[Records from a data collection]

==================================================

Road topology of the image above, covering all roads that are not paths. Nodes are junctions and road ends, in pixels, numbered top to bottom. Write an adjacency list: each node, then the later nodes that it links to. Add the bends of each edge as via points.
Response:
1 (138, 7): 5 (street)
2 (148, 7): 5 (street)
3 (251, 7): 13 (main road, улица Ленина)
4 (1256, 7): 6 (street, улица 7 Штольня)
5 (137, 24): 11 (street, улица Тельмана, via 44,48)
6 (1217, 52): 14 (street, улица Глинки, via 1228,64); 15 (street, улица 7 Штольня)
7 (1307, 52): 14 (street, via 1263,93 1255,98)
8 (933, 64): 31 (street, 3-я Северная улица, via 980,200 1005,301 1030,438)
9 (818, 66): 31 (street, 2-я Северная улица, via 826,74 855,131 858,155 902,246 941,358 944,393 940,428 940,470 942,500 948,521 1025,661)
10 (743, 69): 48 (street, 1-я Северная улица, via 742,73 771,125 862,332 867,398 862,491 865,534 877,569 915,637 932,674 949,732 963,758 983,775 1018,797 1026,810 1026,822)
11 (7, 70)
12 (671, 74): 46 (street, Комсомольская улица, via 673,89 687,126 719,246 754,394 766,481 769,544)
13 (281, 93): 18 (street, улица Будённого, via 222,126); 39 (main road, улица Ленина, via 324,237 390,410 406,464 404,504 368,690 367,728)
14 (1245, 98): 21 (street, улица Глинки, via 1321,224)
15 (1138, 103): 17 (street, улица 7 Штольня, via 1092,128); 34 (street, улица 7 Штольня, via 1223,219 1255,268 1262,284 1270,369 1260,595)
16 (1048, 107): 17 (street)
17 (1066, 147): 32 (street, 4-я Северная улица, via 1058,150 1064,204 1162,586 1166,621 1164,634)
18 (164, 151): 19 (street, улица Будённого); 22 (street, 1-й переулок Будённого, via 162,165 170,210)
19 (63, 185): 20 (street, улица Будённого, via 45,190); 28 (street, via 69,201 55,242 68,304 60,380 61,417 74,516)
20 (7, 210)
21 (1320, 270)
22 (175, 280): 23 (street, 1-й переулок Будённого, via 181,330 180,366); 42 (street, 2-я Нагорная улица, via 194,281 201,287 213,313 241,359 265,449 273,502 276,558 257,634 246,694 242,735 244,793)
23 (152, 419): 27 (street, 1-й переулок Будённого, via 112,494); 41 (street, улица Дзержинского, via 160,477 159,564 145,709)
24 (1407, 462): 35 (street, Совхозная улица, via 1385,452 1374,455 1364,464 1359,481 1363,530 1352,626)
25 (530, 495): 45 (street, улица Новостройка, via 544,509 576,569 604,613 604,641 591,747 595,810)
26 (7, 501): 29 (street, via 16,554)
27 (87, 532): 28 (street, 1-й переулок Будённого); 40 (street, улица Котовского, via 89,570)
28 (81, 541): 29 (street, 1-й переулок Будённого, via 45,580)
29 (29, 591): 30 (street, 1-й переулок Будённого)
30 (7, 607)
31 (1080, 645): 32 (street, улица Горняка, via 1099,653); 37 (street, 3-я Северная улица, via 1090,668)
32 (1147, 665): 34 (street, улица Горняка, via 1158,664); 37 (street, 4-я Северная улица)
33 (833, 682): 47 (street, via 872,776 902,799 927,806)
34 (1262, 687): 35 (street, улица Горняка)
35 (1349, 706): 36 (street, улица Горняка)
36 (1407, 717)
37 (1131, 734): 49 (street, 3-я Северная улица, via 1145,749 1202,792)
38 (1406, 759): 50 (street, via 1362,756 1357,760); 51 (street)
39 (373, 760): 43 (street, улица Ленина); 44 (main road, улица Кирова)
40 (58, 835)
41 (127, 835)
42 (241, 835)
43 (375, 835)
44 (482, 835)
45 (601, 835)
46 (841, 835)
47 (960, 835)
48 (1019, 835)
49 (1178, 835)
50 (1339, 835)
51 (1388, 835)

==================================================

• ACTIVITY
How many lines of the entries above hold the string "Штольня"? Reply with the number alone.

• EXPECTED ANSWER
3